はじめに
「1日も早くビジネスをやれ。人生はマネー、マネー、マネーだ」
「ライバル企業は潰せ」
ジョン・ロックフェラー (ロックフェラー財閥始祖)
米国史上最も莫大な富を築いたと言われるジョン・ロックフェラーの人生は、大きく2つに分けることができます。
週給5ドルの店員から身を起こして石油市場を独占し、「潰し屋」「追いはぎ貴族」「同時代最悪の犯罪者」と酷評された前半生。シカゴ大学やロックフェラー大学設立などの慈善事業に励んだ後半生です。
ロックフェラーの前半の人生に強い影響を与えたのは「ビッグ・ビル」と呼ばれた父親です。農夫に7.5%の利息をつけて50ドルを貸した息子を母親は叱りましたが、父親は「いいじゃないか。この国で一番大切なのはマネーなんだから」と賞賛しました。まだ学生のロックフェラーにこう言い続けています。
「1日も早くビジネスをやれ。人生はマネー、マネー、マネーだ」
これがロックフェラーの信条となります。
16歳で高校を中退したロックフェラーは今で言う商社の新人簿記係として採用されますが、やがて「天与の商才」を発揮するようになり、英国で飢饉が発生するという情報をもとに小麦やコーン、ハムなどを買い占めることで会社に大きな利益をもたらします。しかし、社長に昇給を断られたことで会社を退社します。ロックフェラーは20 歳の頃に年長のモーリス・クラークと商事会社を設立、農産物や石油で最初の成功を収めますが、事業の拡大をめぐって慎重派のクラークと対立し、会社を大金を出して買い取っています。「彼らと別れたその日こそ、私の成功の始まりだった」と振り返っています。
ロックフェラーは石油精製に突き進み、1870年にスタンダード石油を設立、以後、凄まじい快進撃を開始します。
ここがポイント
1日でも早くスタートを切れ。時には人と別れることも成功要因の1つ。
「バーンズ&ノーブル・ドット・コムが、優れたオンライン小売業であるために必要な能力を買収で手に入れるか、築き上げるか、あるいは習得するまでに、アマゾン・ドット・コムが世界一流のブランド名を確立できるか」
「アマゾン・ドット・コム」
ジェフ・ベゾス (アマゾン創業者)
アマゾンの創業者ジェフ・ベゾスが創業期から追い求めたのは「速く大きくなる」ことです。かつては創業したばかりの企業であれば、時間をかけて足元を固め、少しずつ成長していくことを良しとしていましたが、インターネットという急速に拡大する市場でビジネスを行い勝ち抜くためには、とにかく「速く大きくなる」ことが必要だというのがべゾスの考え方でした。
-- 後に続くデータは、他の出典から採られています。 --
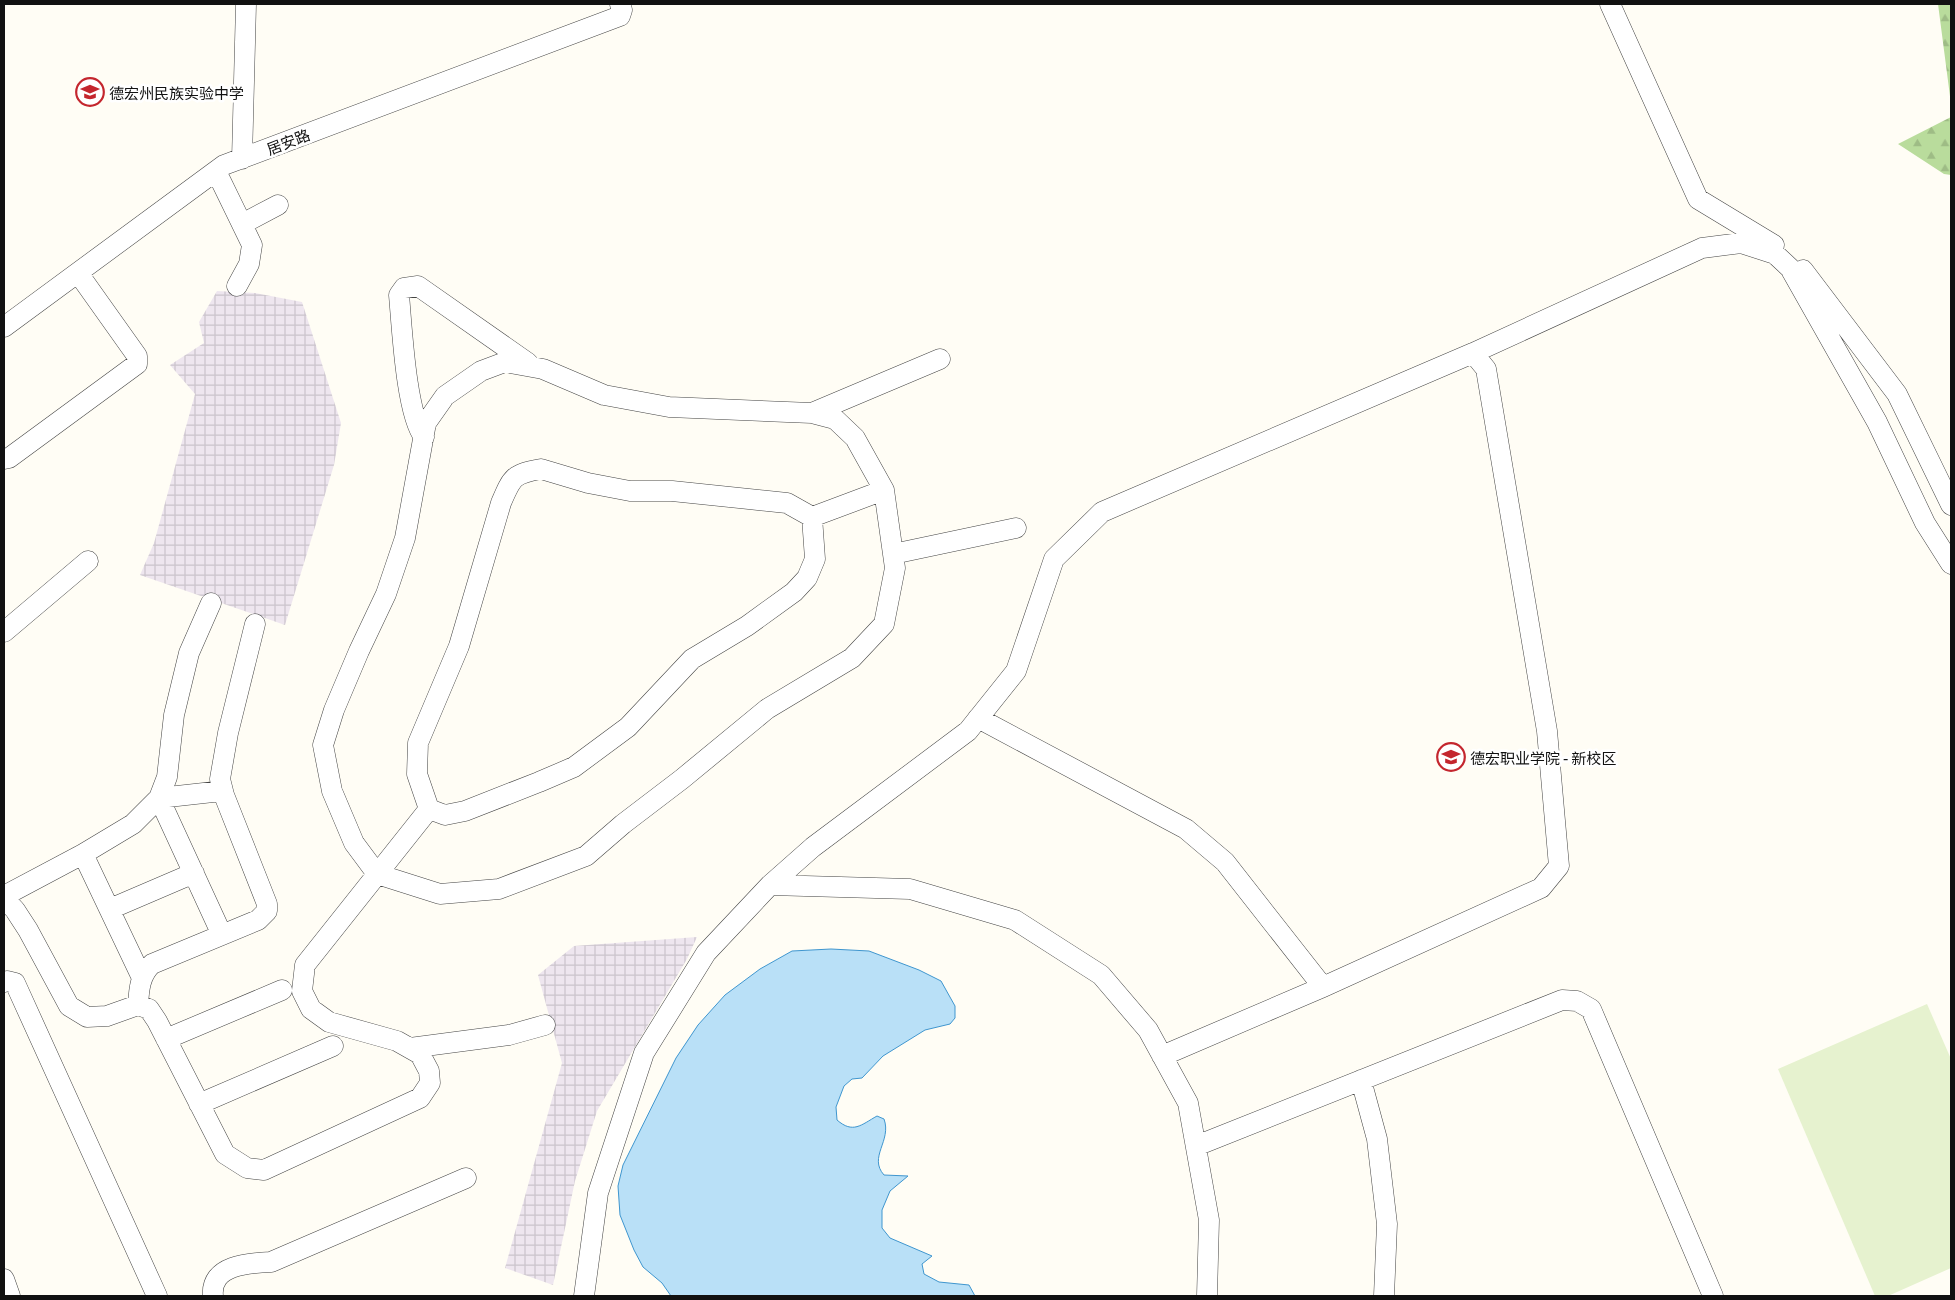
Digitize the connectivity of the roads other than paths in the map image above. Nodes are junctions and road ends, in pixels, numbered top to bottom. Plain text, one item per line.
1 (246, 4) edge
2 (620, 4) edge
3 (1610, 4) edge
4 (242, 159) junction
5 (216, 172) junction
6 (278, 205) dead end
7 (242, 224) junction
8 (78, 273) junction
9 (237, 286) dead end
10 (4, 327) edge
11 (1473, 353) junction
12 (940, 359) dead end
13 (534, 368) junction
14 (812, 413) junction
15 (424, 437) junction
16 (4, 459) edge
17 (884, 490) junction
18 (1951, 505) edge
19 (812, 517) junction
20 (1016, 528) dead end
21 (893, 554) junction
22 (88, 561) dead end
23 (1951, 564) edge
24 (211, 603) dead end
25 (255, 624) dead end
26 (4, 632) edge
27 (978, 718) junction
28 (222, 791) junction
29 (159, 798) junction
30 (429, 809) junction
31 (83, 854) junction
32 (194, 873) junction
33 (377, 874) junction
34 (770, 885) junction
35 (4, 897) edge
36 (110, 909) junction
37 (222, 935) junction
38 (142, 978) junction
39 (4, 982) edge
40 (1323, 987) junction
41 (282, 990) dead end
42 (138, 1004) junction
43 (545, 1025) dead end
44 (166, 1039) junction
45 (334, 1046) dead end
46 (410, 1048) junction
47 (1162, 1056) junction
48 (1361, 1080) junction
49 (200, 1104) junction
50 (1196, 1146) junction
51 (466, 1178) dead end
52 (4, 1279) edge
53 (10, 1296) edge
54 (157, 1296) edge
55 (213, 1296) edge
56 (584, 1296) edge
57 (1208, 1296) edge
58 (1384, 1296) edge
59 (1713, 1296) edge

1 - 4 street
2 - 4 street, 居安路
3 - 18 street
4 - 5 street, 居安路
5 - 7 street
5 - 8 street, 居安路
6 - 7 street
7 - 9 street
8 - 10 street, 居安路
8 - 16 street
11 - 23 street
11 - 27 street
11 - 40 street
12 - 14 street
13 - 14 street
13 - 15 street
13 - 15 street
14 - 17 street
15 - 33 street
17 - 19 street
17 - 21 street
19 - 30 street
19 - 30 street
20 - 21 street
21 - 33 street
22 - 26 street
24 - 29 street
25 - 28 street
27 - 34 street
27 - 40 street
28 - 29 street
28 - 37 street
29 - 31 street
29 - 32 street
30 - 33 street
31 - 35 street
31 - 36 street
32 - 36 street
32 - 37 street
33 - 46 street
34 - 47 street
34 - 56 street
35 - 42 street
36 - 38 street
37 - 38 street
38 - 42 street
39 - 54 street
40 - 47 street
41 - 44 street
42 - 44 street
43 - 46 street
44 - 49 street
45 - 49 street
46 - 49 street
47 - 50 street
48 - 50 street
48 - 58 street
48 - 59 street
50 - 57 street
51 - 55 street
52 - 53 street

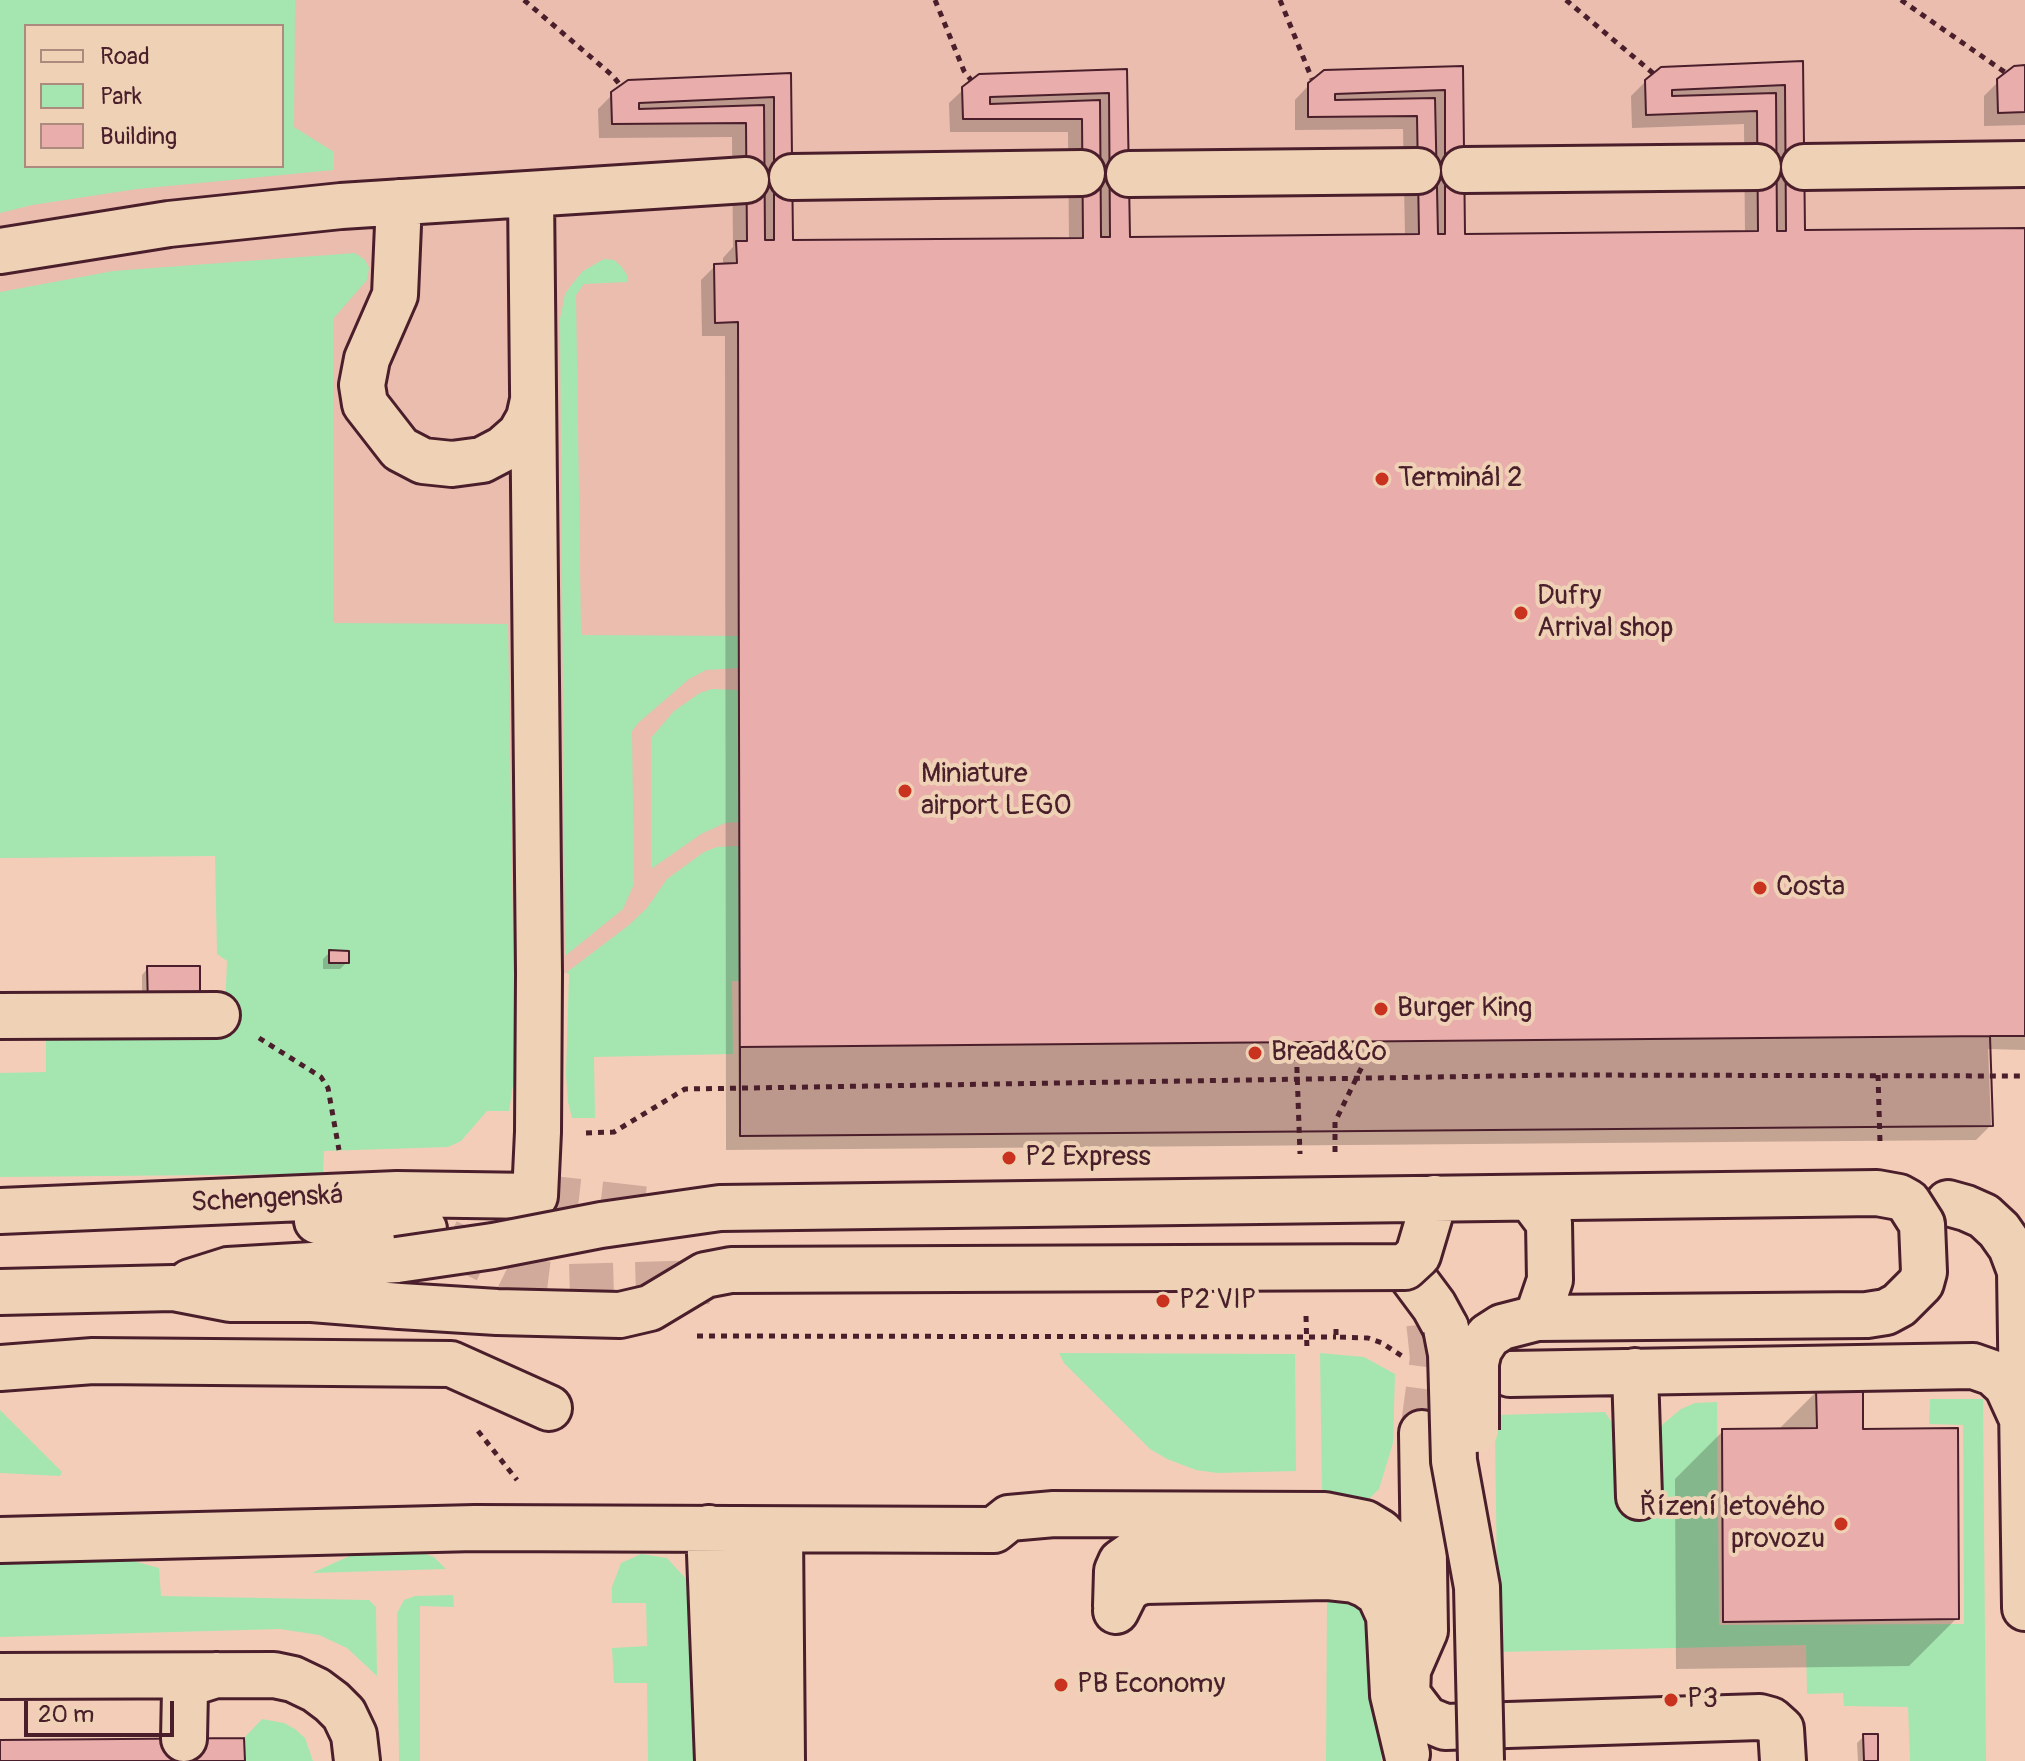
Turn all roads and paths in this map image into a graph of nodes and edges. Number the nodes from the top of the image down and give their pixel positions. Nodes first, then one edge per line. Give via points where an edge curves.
1 (524, 0) edge
2 (935, 0) edge
3 (1280, 0) edge
4 (1566, 0) edge
5 (1901, 0) edge
6 (2006, 73) dead end
7 (1654, 74) dead end
8 (1312, 79) dead end
9 (971, 80) dead end
10 (620, 85) dead end
11 (2025, 164) edge
12 (531, 194) junction
13 (399, 202) junction
14 (0, 251) edge
15 (534, 395) junction
16 (217, 1015) joint
17 (0, 1016) edge
18 (1374, 1042) dead end
19 (1878, 1075) junction
20 (2025, 1076) edge
21 (579, 1133) dead end
22 (1880, 1142) dead end
23 (339, 1157) dead end
24 (1335, 1165) dead end
25 (1435, 1198) junction
26 (1531, 1199) junction
27 (257, 1201) junction
28 (1948, 1203) dead end
29 (800, 1207) junction
30 (0, 1211) edge
31 (424, 1229) tunnel mouth
32 (1405, 1267) junction
33 (800, 1270) junction
34 (173, 1288) junction
35 (0, 1292) edge
36 (1537, 1318) junction
37 (1336, 1329) dead end
38 (688, 1336) dead end
39 (1336, 1337) junction
40 (1403, 1357) dead end
41 (0, 1368) edge
42 (1635, 1371) junction
43 (1510, 1374) dead end
44 (549, 1408) dead end
45 (2023, 1421) edge
46 (477, 1430) dead end
47 (1422, 1433) tunnel mouth
48 (524, 1488) dead end
49 (1639, 1497) dead end
50 (745, 1530) junction
51 (4, 1539) edge
52 (1477, 1587) junction
53 (1423, 1599) junction
54 (2025, 1608) edge
55 (1116, 1611) dead end
56 (216, 1675) junction
57 (0, 1676) edge
58 (1407, 1694) junction
59 (184, 1739) dead end
60 (1407, 1758) edge
61 (357, 1761) edge
62 (718, 1761) edge
63 (751, 1761) edge
64 (782, 1761) edge
65 (1481, 1761) edge
66 (1783, 1761) edge

1 - 10 path
2 - 9 path
3 - 8 path
4 - 7 path
5 - 6 path
11 - 12 street via 769,178
12 - 13 street
12 - 15 street
13 - 14 street via 169,224
13 - 15 street via 395,295 367,359 365,404 400,449 423,461 452,464 482,460 503,449 520,434
15 - 27 street, Schengenská via 539,973 535,1196 397,1194
16 - 17 street
16 - 23 path via 321,1077 328,1088
18 - 24 path, bridge via 1335,1122
19 - 20 path
19 - 21 path via 685,1089 614,1132
19 - 22 path
25 - 26 street, bridge
25 - 29 street, bridge
25 - 32 street, bridge via 1418,1255
26 - 36 street, bridge via 1549,1223 1550,1280
26 - 36 street, bridge via 1877,1193 1908,1202 1922,1224 1921,1283 1886,1312
27 - 30 street, Schengenská
27 - 31 street via 338,1226
28 - 45 street via 1984,1216 1999,1230 2020,1271
29 - 33 street
29 - 34 street, bridge via 720,1208 397,1260 228,1270
32 - 33 street, bridge
32 - 52 street, bridge via 1446,1328 1454,1461
33 - 34 street, bridge via 717,1271 650,1308 620,1315 230,1299
34 - 35 street
36 - 52 street, bridge via 1488,1336 1476,1363
37 - 39 path, bridge
38 - 39 path, bridge
39 - 40 path, bridge via 1382,1343
41 - 44 street via 93,1361 451,1364
42 - 43 street
42 - 45 street via 1973,1366 1993,1373 2007,1386
42 - 49 street
45 - 54 street
46 - 48 path
47 - 53 street
50 - 51 street via 475,1528
50 - 53 street via 994,1530 1009,1518 1054,1514 1325,1515 1365,1523 1380,1532 1404,1557
50 - 62 street
50 - 63 street
50 - 64 street
52 - 65 street, bridge
53 - 58 street via 1425,1631 1408,1670
55 - 60 street via 1117,1571 1141,1548 1326,1546 1349,1556 1379,1594 1392,1626 1393,1695
56 - 57 street
56 - 59 street via 185,1690
56 - 61 street via 274,1675 316,1690 344,1714 354,1735
58 - 60 street
58 - 66 street via 1426,1719 1445,1727 1760,1717 1781,1729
理由は後から来る参入者を圧倒するためでした。1997年、アマゾンの成功を見た全米一の書店「バーンズ&ノーブル」がインターネットを通じた書籍販売への参入を表明します。アマゾンがサービスを開始して約2年後のことです。バーンズ&ノーブルは、AOLと独占契約を交わし、アマゾンと同様の「100万タイトルを超える書籍データベース」「迅速な配送」「30%割引」などで対抗しようとしますが、べゾスは同社の成功には時間がかかると見て、アマゾンの成長を加速させます。
インターネット市場ではシェアや大きさがものを言います。べゾスは「バーンズ&ノーブルがノウハウを確立するのが先か、アマゾンの成長が先か」と考え、利益度外視で積極的な投資を続けます。リアル書店で2位の10倍になるのは大変ですが、ネット上であれば他社より優れたサービスを提供すれば、「いいね」という口コミがまたたく間に広がり、爆発的にユーザーを増やすことができます。
「今の利益」を追いすぎると、「将来の利益」を失うことになります。べゾスは「今の利益」を犠牲にしてでも未来への投資を行うことで急速な成長を実現、アマゾンを巨大企業へと成長させることに成功したのです。他社の先を行き、速く大きくなることこそがインターネット時代の圧倒的な勝利をもたらすのです。
ここがポイント
「他社の先を行け、急速に大きくなれ」がネット時代の勝利の鉄則。